It came, it went, and it turned 100. International Women's Day on 8 March resounded with celebrity endorsements from the likes of Annie Lennox and Bianca Jagger. It swelled with empowering speeches about equality from politicians such as Australian Prime Minister Julia Gillard. Yet at the end of the day, was there really anything to celebrate?
Certainly not for Indian women, who were greeted with a sobering report that revealed a staggering 86 per cent of Indian men surveyed by the International Centre for Research on Women and Brazil's Instituto Promundo agreed that the bulk of childcare – including the backbreaking nappy changing, bathing and feeding – was women's work. (www.icrw.org, Mar 9)
The study, which ranked Indian men lowest when it comes to gender equality, found that 47 per cent of Indian men would be "outraged" if their wives asked them to use a condom. It makes sense, as why bother when someone else will look after the child that may result from any sexual encounter?
Worse still, 37% of Indian men said they have used or continue to use physical violence against a female partner. The factors associated with men's use of violence were "rigid gender attitudes, work stress, experiences of violence in childhood and alcohol use." Ajay Singh, who is with the New Delhi office of the International Center for Research on Women, said that the report throws a great deal of light on the "socialization process" and "conditioning of men and women" in India. (The Wall Street Journal, Mar 9)
Not that Australia can afford to be smug. Minister for the Status of Women, Kate Ellis said with a female Prime Minister, female Governor General and three of the seven High Court Justices women, it was easy for people to overlook that the country also had one in three of its female residents over the age of 15 victims of physical assault. "Our domestic violence stats are absolutely horrifying," she said. (www.abc.net.au, Mar 8)
It appears that social scientists are correct when they say that women continue to face inequality in their daily lives. However, is it a matter of gender difference – or simply choice? Whether this inequality is about career advancement, better pay or life and death issues, it is clear that women around the world do it tougher than men simply because of their gender.

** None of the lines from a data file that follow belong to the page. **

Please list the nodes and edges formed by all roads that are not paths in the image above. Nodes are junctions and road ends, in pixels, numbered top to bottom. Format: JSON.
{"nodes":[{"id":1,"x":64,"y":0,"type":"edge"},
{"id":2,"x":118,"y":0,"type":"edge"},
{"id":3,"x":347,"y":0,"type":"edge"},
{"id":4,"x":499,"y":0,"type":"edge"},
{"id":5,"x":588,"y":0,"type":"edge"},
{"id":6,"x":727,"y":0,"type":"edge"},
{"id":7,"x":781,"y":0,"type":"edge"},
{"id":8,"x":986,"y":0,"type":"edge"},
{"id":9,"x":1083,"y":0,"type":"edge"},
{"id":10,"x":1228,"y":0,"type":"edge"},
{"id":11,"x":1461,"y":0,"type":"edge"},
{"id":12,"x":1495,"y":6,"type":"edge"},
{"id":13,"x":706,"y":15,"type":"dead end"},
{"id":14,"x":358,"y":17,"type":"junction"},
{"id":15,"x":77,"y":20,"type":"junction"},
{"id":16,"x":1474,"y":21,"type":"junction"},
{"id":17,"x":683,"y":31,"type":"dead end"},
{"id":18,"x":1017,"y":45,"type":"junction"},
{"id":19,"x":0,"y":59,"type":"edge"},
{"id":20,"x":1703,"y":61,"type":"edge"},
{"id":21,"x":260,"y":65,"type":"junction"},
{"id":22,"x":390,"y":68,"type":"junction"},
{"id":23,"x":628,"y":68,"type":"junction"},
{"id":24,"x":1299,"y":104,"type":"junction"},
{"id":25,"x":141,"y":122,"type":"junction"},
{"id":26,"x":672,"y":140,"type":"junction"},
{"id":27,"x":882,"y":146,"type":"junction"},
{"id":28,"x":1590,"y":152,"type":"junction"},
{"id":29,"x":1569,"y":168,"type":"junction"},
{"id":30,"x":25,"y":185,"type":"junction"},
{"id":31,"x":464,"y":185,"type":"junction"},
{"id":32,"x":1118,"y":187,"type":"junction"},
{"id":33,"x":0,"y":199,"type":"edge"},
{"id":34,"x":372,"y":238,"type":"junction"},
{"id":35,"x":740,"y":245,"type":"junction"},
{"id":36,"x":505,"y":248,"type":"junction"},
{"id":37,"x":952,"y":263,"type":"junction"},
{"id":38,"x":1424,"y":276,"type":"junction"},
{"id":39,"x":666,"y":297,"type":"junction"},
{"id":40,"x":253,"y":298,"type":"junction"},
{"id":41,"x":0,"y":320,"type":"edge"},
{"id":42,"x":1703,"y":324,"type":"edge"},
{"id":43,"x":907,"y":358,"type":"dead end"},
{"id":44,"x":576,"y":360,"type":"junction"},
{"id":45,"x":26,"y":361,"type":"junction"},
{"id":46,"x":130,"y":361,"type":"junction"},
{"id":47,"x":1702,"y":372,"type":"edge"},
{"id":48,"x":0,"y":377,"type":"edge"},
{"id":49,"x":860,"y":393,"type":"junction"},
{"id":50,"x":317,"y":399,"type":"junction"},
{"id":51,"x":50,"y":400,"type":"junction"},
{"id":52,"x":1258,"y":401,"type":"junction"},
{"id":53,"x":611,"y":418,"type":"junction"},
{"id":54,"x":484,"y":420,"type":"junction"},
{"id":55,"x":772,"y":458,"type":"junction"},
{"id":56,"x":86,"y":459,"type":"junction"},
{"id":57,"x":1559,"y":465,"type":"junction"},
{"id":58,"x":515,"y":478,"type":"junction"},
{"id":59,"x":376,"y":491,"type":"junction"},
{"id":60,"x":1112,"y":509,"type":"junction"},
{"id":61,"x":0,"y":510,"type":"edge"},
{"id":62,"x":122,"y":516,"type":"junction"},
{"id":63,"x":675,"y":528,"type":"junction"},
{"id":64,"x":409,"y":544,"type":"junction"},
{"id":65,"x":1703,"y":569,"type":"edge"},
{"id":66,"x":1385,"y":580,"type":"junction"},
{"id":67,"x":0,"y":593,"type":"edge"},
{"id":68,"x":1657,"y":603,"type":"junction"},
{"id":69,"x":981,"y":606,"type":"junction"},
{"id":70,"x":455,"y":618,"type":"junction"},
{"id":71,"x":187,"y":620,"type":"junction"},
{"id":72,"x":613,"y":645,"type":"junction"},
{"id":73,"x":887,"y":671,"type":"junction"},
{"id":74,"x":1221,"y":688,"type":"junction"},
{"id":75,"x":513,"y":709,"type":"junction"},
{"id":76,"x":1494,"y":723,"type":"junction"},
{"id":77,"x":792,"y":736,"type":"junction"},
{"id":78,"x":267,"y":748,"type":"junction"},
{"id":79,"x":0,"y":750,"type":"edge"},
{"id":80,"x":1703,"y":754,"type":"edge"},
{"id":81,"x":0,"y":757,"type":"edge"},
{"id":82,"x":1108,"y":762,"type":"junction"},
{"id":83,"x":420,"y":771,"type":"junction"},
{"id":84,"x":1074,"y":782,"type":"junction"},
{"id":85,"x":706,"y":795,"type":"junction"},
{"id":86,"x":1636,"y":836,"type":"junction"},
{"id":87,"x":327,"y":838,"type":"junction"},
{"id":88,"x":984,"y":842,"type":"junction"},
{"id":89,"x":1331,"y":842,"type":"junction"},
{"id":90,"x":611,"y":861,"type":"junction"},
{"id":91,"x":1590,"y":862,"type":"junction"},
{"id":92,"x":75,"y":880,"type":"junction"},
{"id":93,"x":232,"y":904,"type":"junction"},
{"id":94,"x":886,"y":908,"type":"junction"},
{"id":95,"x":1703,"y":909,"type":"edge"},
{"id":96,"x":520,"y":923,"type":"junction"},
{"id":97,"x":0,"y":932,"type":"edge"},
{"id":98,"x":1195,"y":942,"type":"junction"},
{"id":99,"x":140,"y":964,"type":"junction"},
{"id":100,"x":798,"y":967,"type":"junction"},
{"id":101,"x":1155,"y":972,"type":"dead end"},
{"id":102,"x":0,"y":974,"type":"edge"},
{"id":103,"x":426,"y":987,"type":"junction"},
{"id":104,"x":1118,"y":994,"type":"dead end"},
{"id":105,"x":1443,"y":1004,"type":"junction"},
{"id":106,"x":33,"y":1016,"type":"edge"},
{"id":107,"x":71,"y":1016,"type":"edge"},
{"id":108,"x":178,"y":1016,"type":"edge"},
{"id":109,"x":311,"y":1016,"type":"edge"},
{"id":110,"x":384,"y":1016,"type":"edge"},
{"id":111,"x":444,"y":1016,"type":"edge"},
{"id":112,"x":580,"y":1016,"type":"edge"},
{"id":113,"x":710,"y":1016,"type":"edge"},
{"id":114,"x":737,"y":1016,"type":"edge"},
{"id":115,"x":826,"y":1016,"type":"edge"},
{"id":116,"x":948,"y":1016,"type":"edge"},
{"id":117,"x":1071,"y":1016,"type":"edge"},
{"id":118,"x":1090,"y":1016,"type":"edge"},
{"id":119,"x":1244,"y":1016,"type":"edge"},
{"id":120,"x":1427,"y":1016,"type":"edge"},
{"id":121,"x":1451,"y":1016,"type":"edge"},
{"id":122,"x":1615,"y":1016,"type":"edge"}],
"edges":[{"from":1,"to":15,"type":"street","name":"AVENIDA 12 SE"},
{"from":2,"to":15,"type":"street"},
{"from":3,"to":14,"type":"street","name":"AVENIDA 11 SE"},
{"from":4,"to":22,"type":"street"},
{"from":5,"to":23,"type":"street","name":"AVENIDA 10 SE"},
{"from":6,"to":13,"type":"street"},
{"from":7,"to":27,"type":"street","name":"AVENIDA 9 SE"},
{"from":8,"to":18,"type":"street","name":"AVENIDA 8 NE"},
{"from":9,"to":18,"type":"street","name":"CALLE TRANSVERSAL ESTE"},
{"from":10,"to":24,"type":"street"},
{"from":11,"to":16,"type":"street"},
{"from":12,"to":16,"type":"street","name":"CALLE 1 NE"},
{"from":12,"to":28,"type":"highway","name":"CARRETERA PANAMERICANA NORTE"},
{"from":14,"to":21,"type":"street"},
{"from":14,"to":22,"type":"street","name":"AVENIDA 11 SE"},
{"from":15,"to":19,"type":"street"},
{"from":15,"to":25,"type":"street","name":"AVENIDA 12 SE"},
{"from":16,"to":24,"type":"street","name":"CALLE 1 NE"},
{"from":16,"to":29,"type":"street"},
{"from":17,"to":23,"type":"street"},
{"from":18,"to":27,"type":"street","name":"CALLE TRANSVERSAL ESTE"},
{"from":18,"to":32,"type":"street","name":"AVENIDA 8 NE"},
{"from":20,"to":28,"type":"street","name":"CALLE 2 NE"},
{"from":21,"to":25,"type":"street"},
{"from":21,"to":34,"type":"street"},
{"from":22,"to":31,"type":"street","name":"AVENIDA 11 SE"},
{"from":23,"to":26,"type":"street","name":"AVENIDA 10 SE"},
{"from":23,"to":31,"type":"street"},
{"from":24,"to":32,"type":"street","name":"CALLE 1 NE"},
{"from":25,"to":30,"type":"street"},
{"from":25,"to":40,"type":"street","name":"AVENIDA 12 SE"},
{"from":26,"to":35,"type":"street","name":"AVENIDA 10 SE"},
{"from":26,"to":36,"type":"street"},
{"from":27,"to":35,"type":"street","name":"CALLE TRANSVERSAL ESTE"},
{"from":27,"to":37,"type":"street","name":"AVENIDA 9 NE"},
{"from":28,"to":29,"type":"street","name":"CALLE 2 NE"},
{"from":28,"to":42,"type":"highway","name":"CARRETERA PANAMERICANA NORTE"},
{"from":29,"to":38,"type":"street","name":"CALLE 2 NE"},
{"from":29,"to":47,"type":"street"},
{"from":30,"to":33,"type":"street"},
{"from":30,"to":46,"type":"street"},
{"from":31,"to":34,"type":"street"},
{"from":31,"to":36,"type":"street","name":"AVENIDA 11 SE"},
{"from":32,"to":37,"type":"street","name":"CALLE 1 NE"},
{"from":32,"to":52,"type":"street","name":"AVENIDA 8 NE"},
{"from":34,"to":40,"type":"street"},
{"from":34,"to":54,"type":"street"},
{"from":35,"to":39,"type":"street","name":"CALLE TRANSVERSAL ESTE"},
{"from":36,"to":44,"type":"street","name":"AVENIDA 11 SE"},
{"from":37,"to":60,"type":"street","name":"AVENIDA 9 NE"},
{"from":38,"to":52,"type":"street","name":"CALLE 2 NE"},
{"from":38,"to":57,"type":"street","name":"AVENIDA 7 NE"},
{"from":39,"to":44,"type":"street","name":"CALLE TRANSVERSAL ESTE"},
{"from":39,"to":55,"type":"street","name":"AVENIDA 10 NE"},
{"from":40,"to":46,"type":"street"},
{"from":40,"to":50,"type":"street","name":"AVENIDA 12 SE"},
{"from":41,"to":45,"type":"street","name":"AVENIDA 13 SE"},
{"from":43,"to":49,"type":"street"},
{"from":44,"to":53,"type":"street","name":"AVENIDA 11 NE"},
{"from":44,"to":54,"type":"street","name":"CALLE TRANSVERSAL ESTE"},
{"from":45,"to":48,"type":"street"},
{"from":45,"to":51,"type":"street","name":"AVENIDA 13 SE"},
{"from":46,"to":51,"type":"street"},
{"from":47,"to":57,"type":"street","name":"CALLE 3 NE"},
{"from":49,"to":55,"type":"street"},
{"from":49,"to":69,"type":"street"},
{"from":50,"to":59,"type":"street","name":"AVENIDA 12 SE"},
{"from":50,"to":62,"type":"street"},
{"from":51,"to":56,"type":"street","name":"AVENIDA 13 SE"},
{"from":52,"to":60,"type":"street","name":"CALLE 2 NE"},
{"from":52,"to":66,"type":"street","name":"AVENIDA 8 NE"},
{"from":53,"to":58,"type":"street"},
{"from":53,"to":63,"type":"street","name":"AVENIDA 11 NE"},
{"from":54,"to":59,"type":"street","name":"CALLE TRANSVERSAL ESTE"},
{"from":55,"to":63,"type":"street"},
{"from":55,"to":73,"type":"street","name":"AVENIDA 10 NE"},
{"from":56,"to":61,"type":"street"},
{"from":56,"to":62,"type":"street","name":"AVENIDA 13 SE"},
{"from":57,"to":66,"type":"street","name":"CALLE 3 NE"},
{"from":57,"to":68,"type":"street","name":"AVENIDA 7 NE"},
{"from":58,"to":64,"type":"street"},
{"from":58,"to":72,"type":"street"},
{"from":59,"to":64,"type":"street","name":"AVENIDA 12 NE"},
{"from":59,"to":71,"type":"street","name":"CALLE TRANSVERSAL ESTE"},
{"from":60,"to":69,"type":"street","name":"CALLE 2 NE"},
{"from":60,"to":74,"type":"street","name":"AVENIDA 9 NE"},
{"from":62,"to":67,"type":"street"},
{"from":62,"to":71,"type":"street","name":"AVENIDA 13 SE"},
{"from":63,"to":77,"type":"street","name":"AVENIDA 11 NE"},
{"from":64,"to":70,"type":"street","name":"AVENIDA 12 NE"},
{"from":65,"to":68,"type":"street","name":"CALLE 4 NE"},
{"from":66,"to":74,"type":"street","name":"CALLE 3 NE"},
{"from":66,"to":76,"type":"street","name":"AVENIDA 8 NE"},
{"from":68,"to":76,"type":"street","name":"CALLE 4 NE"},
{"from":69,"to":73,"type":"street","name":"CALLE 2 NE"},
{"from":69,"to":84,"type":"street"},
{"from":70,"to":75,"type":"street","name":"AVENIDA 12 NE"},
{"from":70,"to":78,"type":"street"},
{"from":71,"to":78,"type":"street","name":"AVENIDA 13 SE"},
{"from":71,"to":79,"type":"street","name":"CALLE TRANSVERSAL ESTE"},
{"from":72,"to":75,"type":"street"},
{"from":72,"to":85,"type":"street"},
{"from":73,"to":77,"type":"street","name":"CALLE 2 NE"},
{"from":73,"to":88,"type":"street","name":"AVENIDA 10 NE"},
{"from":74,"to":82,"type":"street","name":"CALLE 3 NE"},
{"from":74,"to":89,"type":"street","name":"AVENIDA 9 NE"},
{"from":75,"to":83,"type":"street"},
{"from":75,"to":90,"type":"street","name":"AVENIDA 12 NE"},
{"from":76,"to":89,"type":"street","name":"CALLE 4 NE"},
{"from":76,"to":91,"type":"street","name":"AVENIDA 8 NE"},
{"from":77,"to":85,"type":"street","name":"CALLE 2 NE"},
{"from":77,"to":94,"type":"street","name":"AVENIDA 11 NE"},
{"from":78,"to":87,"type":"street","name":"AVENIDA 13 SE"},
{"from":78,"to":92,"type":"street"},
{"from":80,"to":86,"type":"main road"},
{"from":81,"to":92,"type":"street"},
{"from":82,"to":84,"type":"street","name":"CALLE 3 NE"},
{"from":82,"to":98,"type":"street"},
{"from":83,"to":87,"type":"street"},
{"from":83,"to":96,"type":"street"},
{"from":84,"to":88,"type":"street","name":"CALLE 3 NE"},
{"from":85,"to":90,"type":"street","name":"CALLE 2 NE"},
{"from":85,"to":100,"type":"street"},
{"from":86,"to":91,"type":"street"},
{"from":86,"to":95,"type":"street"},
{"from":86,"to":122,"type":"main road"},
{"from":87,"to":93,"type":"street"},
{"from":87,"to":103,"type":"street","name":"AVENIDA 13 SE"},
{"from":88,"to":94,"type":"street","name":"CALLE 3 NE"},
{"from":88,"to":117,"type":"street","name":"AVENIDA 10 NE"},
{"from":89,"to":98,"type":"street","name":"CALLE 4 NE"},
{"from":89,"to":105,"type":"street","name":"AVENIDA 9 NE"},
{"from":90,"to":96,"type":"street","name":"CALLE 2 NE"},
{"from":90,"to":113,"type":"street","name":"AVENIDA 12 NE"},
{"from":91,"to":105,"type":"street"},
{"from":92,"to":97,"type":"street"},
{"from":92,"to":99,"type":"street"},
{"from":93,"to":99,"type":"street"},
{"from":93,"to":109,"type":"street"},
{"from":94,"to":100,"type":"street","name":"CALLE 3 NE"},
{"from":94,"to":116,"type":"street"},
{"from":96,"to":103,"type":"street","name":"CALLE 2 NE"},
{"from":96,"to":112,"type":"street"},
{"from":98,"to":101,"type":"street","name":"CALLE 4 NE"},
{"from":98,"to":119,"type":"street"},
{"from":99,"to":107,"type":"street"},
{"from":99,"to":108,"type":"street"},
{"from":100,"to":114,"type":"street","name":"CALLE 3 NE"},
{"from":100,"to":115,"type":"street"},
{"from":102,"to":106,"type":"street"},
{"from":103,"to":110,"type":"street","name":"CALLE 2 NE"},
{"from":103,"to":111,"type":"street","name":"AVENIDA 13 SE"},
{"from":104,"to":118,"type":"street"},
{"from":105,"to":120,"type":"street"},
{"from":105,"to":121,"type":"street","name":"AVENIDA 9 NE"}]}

Having children or not is the great divide around the world when it comes to women's equality – in life or the workplace. A career woman with no children can act like man, work like a man and live like a man. A career woman with children must juggle what happens when a child is ill and she is needed at home. Male commentators debate that "family friendly policies" do more harm than good to women's careers. Yet guaranteed flexibility to care for one's children and juggle a paid job is the difference between being able to hold down that job or not. It is overwhelmingly women who carry the bulk of the physical and emotional responsibilities of parenting.
Former super model Christy Turlington Burns blogged for Huffington Post on International Women's Day. She wrote: "the standard by which we judge the health of our progress and equality shouldn't only be the woman who is CEO of a Fortune 500 company, or the number of women on the Supreme Court. It should also be the woman in Tanzania who believes her life is insignificant until she bears children, but when she does conceive, is not given the medical support to have a healthy pregnancy. (www.huffingtonpost.com, Mar 8)
In her directorial debut, Burns' documentary No Woman, No Cry tells the personal stories of pregnant women and their caregivers in four countries as they try to avoid becoming maternal mortality statistics. The film will premiere in the US on the new Oprah Winfrey Network (OWN) on May 7.
Turlington pulls no punches with her film – showing audiences a pregnant obstetrician helping women who have no choice but to undergo illegal and dangerous abortions in Guatemala, and a midwife in central Florida who serves pregnant women who are denied prenatal care because they are uninsured. It is ghastly, and it is happening every day. Turlington is a mother herself. She admits to "survivor's guilt" - she haemorrhaged after the birth of her first child and subsequently learned that haemorrhage is a leading cause of maternal death and that hundreds of thousands of women die in childbirth every year. (www.smh.com.au April 26, 2010)
It is her empathy with the struggle other mothers go through, and the real stories about maternal death and hardship, that have inspired her to produce the movie and develop the accompanying website: www.everymothercounts.org.
The Every Mother Counts website has a thought provoking fact of the day – such as African American women are less likely than white women to begin prenatal care in the first trimester. For women, inequality often starts when they become pregnant. Turlington writes; "It is often said that maternal health is the key indicator of how well any country's health system is doing. It is also the way we can measure the value a country places on its women and children."
Do family friendly policies in the work place, far from reducing discrimination, increase it?The answer is surely the result of your personal perspective on this matter. For working mothers, or women who simply want to safely become mothers, equality is a battle that is far from over.